### Source information

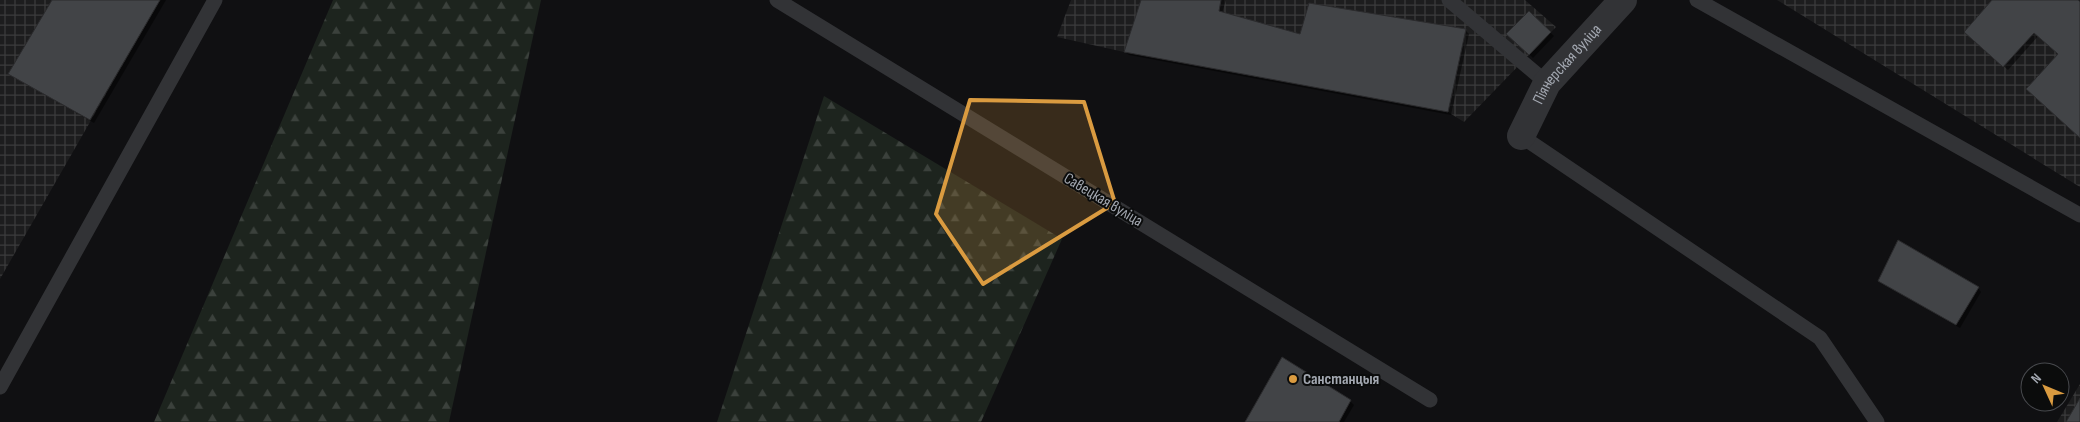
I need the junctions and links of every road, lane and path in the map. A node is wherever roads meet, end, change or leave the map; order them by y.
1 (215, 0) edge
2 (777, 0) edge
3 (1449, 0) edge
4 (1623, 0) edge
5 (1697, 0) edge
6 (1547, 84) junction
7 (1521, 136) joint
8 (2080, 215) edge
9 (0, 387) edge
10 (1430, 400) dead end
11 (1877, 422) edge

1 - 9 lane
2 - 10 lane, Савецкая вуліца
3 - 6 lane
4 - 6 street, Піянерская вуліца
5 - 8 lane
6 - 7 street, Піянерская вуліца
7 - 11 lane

######

Requirement:
Retype the data exactly as it stands, but keep the images out of your copy.

Solution:
I need the junctions and links of every road, lane and path in the map. A node is wherever roads meet, end, change or leave the map; order them by y.
1 (215, 0) edge
2 (777, 0) edge
3 (1449, 0) edge
4 (1623, 0) edge
5 (1697, 0) edge
6 (1547, 84) junction
7 (1521, 136) joint
8 (2080, 215) edge
9 (0, 387) edge
10 (1430, 400) dead end
11 (1877, 422) edge

1 - 9 lane
2 - 10 lane, Савецкая вуліца
3 - 6 lane
4 - 6 street, Піянерская вуліца
5 - 8 lane
6 - 7 street, Піянерская вуліца
7 - 11 lane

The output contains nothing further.